S'il y a un sujet que l'Amérique aime par dessus tout, c'est l'Amérique elle-même. Narcissique au possible, le pays aime se regarder, s'observer, s'auto-analyser, peu importe les déformations du miroir. American Crime Story se place parmi les miroirs peut-être les plus nets, larges et justes qui soient.

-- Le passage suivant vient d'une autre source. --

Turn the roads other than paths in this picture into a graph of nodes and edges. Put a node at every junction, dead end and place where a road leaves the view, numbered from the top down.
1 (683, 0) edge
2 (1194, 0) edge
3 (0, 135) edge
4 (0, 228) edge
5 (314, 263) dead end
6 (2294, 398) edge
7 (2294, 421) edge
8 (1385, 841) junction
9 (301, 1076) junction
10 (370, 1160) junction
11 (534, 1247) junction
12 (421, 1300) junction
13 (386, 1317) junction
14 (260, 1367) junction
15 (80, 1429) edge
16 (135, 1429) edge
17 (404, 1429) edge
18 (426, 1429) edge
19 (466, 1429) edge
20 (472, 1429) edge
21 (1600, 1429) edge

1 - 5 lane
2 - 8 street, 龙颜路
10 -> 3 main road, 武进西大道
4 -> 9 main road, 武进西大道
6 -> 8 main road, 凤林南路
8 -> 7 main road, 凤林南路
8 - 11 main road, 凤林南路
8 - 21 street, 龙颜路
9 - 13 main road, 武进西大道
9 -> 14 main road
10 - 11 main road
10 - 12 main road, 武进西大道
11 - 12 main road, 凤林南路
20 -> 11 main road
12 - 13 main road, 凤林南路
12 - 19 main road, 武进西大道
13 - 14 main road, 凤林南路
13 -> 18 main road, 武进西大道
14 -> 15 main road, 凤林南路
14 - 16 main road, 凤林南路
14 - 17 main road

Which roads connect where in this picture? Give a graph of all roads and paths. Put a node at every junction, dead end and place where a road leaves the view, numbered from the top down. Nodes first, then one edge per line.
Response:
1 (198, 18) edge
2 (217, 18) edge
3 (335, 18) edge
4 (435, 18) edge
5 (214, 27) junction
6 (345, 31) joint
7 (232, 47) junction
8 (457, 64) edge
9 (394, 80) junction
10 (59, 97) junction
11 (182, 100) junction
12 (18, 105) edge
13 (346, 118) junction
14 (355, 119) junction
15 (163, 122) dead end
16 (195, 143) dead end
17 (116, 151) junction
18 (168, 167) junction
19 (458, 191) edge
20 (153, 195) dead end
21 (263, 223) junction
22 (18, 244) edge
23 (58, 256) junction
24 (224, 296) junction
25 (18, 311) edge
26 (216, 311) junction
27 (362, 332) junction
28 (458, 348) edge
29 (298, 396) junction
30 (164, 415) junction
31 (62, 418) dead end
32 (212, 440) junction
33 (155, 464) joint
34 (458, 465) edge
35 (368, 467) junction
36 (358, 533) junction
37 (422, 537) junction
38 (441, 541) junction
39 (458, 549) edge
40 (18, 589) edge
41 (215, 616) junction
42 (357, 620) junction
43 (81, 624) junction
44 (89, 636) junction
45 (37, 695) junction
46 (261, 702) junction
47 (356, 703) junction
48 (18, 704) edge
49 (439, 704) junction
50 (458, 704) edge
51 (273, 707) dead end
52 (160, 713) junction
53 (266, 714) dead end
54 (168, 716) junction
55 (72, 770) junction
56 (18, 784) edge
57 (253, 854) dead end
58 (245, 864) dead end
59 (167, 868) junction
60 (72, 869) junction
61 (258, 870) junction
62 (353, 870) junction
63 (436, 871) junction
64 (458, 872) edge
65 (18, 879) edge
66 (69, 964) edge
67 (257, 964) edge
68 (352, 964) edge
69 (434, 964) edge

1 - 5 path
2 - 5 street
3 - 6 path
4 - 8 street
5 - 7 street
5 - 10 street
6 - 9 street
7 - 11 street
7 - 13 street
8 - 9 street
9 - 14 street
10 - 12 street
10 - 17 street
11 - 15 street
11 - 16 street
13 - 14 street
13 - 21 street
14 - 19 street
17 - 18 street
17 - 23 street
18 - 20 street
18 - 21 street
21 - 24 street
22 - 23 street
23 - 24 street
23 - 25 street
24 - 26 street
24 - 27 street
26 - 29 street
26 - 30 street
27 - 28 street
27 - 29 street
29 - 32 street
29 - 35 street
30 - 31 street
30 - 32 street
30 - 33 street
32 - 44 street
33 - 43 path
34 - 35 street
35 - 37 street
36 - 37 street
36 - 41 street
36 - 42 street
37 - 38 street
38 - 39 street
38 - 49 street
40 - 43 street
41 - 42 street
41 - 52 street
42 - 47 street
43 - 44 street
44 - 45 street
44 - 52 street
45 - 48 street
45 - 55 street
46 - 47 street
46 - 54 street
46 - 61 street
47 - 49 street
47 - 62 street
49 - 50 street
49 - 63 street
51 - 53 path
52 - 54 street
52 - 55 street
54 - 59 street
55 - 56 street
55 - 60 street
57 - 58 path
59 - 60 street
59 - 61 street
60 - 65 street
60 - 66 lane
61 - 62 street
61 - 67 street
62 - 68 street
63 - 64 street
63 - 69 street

Près de 20 ans ont passé depuis le procès contre OJ Simpson, star du football américain et du grand écran, accusé du double meurtre de son ex-femme et de son compagnon, qui a failli à nouveau déchirer la Californie deux ans après les émeutes de 1992 quand les policiers agresseurs de Rodney King ont été acquittés. Cette première saison retrace rapidement l'enquête pour s'attacher au long déroulé des audiences, aux portraits de la Dream Team des avocats de la défense et des procureurs qu'on observe avec une certaine ironie dramatique quand nous, spectateurs du XXIe siècle, connaissons le verdict avant même que le suspect soit arrêté. C'est donc avec compassion et fascination qu'on observe la dégringolade de Marcia Clark, la procureure en charge du dossier, qui fonce tête baissée dans un procès qu'elle est persuadée d'avoir gagné d'avance et qui va voir aller de déception en déception à mesure que les principales preuves à charge vont être affaiblies. En face, on observe la guerre des egos des avocats de la défense qui se moquent bien des deux morts mais vont transformer savamment le dossier en procès contre le racisme latent du système judiciaire californien.
Le scénario, avec tous les retournements parfois si invraisemblables qu'il faut se souvenir que l'histoire se base sur des faits réels et récents pour y croire, est solide et méritait bien tous ses épisodes pour être développé. Le casting est malheureusement inégal : Sarah Paulson, Sterling Brown et Courtney Vance sont excellents, John Travolta et Cuba Gooding Jr. sont dans cette zone grise du surjeu à la limite du cabotinage, et David Schwimmer est transparent. La réalisation en fait parfois trop, usant et abusant de travelings avant. Mais là où la série frappe juste, c'est dans son point de vue : elle ne juge pas, ne prend jamais vraiment parti, se contente de décrire avec minutie et recul comment toute l'affaire ne pouvait que mal se terminer, que la victoire était forcément à la Pyrrhus.
L'Amérique aime se regarder dans un miroir. Mais quand elle espère y voir une image idyllique, elle n'y voit qu'un reflet triste, ambigu, contradictoire, humain.